-The good news is it doesn’t make any difference what you major in as an undergraduate at the University. Ten years later no one is going to care. A Michigan education is only the start down a long road of a lifetime of education, and that’s the reason it doesn’t make a difference.
-In the past, most Michigan presidents have either sailed off to other Universities – Harold Shapiro or Lee Bollinger – or retired and disappeared or died. I’m still here.
-I chair a lot of committees. I sometimes call myself a professional chairperson.
-I viewed my own role as much more strategic leadership. In other words, focusing more on what the University could and should become 10, 20, 30 years out, recognizing that these are institutions that, while they serve the needs at the moment, also have a responsibility to preserve their capacity to serve the future.
-It’s very hard to predict the future. This operation has an awful lot of balls in the air. I’m on at any point in time a dozen efforts – commissions.
-Some go splat. Some bounce. To work in this kind of activity, you have to be able to tolerate the occasional failure.
-We had the opportunity to take on a contract from the federal government to link a number of universities to what were at that time a number of very unusual super computers scattered about the country.
We called it the internetwork. You can see where I’m headed.
That was the Internet. That’s an example of leadership that you just cannot anticipate.
-Some of the themes I’m working on right now are, ironically, the same things I talked about in my inauguration speech in 1988. They are changes in our world caused by globalization, by changes in demography, by technology. They are continuing to be the three drivers of change in our society.
-I wish I could have written Thomas Friedman’s book 10 years before he did. He gets paid quite a lot per speech, and I usually buy my own lunch.
-The transition (from president to faculty member) was a transition from delegation to execution. When you’re president, or dean, who can say, “Wouldn’t it be great if someone did, this, that or the other,” and someone will try it out. In my role now, they’ll say ‘Well, why don’t you do it.’ I’ve learned how to make coffee and get airplane tickets and do a lot of things I didn’t have to do as president.
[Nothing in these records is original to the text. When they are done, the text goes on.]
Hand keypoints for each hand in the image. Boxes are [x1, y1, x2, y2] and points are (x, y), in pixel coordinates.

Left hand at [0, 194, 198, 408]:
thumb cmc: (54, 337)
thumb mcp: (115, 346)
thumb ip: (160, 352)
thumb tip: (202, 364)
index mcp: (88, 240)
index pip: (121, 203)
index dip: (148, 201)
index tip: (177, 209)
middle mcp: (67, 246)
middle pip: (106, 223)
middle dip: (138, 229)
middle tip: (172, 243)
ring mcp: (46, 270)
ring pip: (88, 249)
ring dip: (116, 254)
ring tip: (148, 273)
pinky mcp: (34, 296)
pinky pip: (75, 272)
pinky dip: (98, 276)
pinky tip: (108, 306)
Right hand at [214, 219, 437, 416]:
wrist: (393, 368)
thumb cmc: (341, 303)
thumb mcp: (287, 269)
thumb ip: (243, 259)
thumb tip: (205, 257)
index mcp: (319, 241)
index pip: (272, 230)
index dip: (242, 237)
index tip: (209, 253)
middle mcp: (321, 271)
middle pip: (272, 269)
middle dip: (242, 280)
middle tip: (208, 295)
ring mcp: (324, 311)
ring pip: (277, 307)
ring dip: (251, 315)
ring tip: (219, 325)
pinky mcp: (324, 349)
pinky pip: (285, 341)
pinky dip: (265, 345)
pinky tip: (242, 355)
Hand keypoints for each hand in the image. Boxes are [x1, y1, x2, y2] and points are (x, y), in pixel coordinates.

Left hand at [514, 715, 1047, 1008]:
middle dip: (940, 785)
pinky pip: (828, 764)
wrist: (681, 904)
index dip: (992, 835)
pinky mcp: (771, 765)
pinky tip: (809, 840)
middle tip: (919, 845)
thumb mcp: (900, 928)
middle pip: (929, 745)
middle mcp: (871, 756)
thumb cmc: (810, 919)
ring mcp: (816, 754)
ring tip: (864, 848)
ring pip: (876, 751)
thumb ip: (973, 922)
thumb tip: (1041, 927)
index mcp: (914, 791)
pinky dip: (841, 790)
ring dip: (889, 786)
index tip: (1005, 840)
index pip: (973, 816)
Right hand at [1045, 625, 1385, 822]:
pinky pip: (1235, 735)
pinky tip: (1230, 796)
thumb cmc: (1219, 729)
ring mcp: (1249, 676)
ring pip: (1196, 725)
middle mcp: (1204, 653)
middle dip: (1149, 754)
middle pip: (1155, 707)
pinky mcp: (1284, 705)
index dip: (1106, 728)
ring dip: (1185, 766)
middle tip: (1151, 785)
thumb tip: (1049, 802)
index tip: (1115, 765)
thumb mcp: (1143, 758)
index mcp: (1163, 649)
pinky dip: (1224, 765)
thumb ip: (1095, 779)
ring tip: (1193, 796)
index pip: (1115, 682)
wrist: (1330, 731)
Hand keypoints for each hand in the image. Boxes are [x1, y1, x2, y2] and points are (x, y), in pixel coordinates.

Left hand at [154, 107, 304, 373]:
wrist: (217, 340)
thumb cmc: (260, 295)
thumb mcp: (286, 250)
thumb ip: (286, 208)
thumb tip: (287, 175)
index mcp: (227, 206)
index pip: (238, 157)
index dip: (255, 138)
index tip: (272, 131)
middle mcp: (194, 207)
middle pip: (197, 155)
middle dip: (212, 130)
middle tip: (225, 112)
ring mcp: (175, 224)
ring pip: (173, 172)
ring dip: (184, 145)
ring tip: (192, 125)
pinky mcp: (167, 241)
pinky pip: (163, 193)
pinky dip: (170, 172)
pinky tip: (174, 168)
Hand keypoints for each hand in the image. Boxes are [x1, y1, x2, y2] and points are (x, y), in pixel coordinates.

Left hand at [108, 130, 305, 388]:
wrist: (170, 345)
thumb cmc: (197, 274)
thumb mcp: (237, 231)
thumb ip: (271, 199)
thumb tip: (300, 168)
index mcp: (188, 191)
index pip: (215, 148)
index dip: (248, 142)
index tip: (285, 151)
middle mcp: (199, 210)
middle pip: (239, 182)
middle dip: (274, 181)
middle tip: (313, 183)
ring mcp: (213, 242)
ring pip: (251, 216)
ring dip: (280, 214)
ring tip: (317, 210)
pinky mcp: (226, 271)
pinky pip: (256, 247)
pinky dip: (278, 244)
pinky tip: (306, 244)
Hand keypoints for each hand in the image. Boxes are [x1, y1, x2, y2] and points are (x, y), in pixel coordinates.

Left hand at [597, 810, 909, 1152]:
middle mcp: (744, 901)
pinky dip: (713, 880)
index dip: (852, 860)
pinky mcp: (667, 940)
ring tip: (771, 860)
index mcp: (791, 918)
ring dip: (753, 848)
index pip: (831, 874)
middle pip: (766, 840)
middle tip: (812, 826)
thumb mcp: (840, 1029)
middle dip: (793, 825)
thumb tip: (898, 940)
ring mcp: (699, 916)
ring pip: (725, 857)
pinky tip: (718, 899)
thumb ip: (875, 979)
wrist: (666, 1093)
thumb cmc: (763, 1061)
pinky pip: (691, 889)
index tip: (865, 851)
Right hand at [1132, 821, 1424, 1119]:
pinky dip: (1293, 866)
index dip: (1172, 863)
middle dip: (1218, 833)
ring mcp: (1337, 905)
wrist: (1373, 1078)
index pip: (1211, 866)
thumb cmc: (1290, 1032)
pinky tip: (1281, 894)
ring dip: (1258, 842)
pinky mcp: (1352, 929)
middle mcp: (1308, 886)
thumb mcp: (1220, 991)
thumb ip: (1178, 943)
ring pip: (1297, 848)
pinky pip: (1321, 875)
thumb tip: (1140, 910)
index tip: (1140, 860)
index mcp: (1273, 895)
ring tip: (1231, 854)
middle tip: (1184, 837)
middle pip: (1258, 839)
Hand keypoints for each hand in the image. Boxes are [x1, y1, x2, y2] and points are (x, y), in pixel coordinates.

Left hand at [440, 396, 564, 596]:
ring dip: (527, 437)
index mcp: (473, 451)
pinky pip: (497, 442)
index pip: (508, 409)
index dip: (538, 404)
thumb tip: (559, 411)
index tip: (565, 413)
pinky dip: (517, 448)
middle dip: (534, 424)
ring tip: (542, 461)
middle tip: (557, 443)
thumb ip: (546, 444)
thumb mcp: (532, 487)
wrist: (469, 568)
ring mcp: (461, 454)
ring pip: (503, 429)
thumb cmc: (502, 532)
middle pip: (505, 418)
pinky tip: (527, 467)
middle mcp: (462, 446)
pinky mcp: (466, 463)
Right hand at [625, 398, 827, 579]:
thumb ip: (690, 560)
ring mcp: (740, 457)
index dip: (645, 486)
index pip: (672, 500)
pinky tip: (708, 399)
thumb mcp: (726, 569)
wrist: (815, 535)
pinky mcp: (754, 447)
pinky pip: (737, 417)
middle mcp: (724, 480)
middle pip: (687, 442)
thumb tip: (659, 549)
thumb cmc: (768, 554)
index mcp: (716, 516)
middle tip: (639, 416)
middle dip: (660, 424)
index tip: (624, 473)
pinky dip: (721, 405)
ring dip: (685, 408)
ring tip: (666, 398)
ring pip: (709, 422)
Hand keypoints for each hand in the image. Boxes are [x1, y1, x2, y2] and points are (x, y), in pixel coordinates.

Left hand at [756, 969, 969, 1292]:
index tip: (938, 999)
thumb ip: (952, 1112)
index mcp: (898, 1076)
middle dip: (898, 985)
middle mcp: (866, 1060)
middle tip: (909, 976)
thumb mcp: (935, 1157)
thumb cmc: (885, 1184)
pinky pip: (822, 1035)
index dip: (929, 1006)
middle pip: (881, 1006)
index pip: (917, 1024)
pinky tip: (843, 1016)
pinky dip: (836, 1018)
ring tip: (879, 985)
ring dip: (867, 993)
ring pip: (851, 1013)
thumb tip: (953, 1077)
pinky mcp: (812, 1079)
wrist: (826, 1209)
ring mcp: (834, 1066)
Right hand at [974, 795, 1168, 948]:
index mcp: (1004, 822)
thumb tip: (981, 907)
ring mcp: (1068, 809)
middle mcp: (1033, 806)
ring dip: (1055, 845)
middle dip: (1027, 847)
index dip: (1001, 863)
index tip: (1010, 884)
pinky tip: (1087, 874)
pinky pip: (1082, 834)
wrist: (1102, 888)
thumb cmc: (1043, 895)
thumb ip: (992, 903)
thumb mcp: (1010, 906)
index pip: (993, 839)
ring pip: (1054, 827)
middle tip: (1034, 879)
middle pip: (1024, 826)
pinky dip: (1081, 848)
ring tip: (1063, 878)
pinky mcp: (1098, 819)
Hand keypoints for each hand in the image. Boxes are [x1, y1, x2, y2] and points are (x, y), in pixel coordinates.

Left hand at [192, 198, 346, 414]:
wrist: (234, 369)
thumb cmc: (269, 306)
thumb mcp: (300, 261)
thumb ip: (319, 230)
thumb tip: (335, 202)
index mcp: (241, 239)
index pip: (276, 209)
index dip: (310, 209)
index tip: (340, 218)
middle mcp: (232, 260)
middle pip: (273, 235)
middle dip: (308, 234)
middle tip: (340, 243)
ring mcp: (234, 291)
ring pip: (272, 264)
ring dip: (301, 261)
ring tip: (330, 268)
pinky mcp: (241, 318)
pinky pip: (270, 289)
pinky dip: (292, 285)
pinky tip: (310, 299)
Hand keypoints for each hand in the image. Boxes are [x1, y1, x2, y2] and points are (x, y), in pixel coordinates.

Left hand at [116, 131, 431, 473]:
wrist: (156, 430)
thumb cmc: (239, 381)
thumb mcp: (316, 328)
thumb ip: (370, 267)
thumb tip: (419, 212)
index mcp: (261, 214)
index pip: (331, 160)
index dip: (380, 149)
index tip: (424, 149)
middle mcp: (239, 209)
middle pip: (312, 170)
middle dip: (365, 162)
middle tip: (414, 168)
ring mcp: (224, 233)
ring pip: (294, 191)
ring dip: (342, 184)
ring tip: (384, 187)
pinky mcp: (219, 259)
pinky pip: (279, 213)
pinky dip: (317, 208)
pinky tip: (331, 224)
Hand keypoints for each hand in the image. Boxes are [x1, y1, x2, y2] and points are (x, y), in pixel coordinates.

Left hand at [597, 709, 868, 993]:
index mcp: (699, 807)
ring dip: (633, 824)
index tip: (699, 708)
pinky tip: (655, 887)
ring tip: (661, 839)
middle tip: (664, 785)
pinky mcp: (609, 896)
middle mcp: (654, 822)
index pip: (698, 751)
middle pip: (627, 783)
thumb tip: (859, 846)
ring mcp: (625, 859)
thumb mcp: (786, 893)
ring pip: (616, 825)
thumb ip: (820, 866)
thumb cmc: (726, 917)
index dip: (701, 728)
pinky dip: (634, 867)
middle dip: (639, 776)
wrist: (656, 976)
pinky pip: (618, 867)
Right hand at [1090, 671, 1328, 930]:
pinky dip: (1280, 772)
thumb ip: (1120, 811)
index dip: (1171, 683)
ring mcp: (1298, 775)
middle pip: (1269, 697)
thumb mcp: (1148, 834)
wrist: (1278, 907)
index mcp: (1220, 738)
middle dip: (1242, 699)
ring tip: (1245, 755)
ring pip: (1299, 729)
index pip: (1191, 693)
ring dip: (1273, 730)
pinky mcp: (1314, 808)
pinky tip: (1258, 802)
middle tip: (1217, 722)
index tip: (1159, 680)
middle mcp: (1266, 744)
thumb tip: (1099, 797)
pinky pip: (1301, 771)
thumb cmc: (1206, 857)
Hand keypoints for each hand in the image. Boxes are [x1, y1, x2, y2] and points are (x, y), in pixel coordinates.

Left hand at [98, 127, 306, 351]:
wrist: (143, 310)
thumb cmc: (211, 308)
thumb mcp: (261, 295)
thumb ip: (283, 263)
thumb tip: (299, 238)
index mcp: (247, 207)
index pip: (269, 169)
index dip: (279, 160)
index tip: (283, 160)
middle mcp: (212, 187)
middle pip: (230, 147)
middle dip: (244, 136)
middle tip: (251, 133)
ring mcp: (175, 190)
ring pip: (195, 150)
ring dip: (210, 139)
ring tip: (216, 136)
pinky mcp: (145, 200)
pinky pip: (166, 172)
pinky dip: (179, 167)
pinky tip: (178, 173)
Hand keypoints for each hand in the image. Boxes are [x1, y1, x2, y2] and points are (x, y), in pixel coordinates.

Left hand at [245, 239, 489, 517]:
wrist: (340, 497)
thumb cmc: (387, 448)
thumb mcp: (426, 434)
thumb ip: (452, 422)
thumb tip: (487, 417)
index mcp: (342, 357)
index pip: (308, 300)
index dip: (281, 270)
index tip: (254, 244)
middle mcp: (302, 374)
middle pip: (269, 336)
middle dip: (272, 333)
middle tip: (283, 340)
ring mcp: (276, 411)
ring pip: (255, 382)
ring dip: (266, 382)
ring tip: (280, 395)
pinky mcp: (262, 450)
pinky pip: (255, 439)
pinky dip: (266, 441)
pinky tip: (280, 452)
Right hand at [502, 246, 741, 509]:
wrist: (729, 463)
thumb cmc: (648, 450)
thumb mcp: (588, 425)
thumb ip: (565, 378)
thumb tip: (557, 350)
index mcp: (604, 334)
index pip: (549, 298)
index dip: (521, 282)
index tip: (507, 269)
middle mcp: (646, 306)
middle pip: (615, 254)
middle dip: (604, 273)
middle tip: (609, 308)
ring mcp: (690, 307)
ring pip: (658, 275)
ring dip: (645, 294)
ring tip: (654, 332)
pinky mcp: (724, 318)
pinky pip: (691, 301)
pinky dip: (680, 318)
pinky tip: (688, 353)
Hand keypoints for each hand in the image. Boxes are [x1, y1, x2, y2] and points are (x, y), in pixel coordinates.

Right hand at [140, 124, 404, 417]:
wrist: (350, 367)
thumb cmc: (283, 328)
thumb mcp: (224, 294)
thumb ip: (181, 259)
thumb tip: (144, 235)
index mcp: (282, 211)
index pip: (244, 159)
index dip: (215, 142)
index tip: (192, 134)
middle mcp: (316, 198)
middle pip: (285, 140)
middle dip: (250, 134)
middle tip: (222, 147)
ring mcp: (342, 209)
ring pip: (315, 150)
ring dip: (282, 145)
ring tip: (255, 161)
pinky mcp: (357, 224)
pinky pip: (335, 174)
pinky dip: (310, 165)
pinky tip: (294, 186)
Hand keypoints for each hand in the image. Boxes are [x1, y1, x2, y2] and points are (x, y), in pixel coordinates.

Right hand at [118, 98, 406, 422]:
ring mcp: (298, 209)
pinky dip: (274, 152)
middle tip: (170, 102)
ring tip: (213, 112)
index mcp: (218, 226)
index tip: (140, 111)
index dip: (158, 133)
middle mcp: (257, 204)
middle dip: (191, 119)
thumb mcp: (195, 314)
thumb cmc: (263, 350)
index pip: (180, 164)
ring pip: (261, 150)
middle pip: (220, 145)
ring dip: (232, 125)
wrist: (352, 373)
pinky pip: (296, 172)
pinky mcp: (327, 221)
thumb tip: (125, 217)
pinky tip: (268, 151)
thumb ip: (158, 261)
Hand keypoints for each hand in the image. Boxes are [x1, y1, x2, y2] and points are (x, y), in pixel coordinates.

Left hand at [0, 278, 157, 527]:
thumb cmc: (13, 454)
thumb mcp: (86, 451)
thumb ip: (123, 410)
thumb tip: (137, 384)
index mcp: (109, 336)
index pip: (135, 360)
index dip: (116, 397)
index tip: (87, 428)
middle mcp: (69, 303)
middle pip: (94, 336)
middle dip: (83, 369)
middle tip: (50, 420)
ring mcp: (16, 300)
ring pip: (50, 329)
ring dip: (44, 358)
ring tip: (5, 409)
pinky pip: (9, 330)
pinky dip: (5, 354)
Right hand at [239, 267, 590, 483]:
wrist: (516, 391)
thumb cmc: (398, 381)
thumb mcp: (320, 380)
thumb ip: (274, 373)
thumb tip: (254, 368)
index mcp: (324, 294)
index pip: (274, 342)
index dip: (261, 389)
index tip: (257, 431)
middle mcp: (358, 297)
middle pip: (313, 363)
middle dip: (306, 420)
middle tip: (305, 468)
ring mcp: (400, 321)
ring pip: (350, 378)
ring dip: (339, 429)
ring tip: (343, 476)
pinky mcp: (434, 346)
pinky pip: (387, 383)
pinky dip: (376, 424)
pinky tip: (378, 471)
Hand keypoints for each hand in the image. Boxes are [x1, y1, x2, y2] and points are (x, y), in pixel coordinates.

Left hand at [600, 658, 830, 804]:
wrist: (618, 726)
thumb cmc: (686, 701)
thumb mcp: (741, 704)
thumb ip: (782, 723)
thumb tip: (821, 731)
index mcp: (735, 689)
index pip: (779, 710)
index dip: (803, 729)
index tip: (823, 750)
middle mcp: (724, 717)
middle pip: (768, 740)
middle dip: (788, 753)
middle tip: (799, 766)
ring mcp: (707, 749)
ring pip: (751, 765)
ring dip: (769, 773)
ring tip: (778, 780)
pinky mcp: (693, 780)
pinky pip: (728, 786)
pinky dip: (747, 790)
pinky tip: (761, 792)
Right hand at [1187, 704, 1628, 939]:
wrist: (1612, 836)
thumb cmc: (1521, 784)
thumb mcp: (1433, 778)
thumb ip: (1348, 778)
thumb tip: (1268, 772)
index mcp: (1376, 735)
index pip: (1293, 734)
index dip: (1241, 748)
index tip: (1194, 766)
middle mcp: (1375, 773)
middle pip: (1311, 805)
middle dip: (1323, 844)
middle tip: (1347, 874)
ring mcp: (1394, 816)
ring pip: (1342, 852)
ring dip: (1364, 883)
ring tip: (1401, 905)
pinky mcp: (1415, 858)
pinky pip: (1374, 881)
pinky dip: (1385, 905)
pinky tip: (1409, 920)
-We practice engineering the same way we did a century ago. We pretend that an undergraduate education is good enough to be an engineer. We pretend that U.S. engineers are the best, so therefore we don’t need to worry about engineers in China or India and so forth.
I believe engineering must go through the same transition that medicine and law did and become a graduate professional school.
-There are perhaps as many as 250 million people (worldwide) that will be ready for a college education by 2010. We would have to build a university the size of the University of Michigan every week to meet that need. The next question is how you meet that need, because if you don’t have an education you’re kind of out of it. Your personal welfare depends on it.
-Any institutions that last a long time have a kind of mythology about them, whether events or people or buildings or fight songs. And those mythologies take on a life of their own and begin to shape the institutions into what they are. And part of the challenge to lead institutions is to figure out what that mythology or saga is. If you build on it, you’re generally successful. If you don’t understand it, or don’t care about it, you’re in trouble because these institutions last for hundreds of years. They’re like big ocean liners. You can’t just turn them around fast.They keep on going.
-The University’s role, when it has been successful, has always been that as a pathfinder, a trailblazer. In other words, we’re best when we try and do things that are different. We’re good at that. We’re not very good about following. If we see someone else doing something interesting and try and imitate them, we sometimes fall flat on our faces.
-The University throughout its history has been a public-private hybrid. It’s had a public character, but yet had the aspiration of excellence more characteristic of an elite private institution.
-Student activism on campus has had kind of a change-the-world attitude. That’s good. But when they take over your office in the Fleming Administrative Building, it can be kind of a hassle. Students have the capacity, sometimes, to sense issues that people who have been around too long just can’t sense.
-I think Michigan will be the university that figures out how to go to 20 to 30 years as a privately supported public university.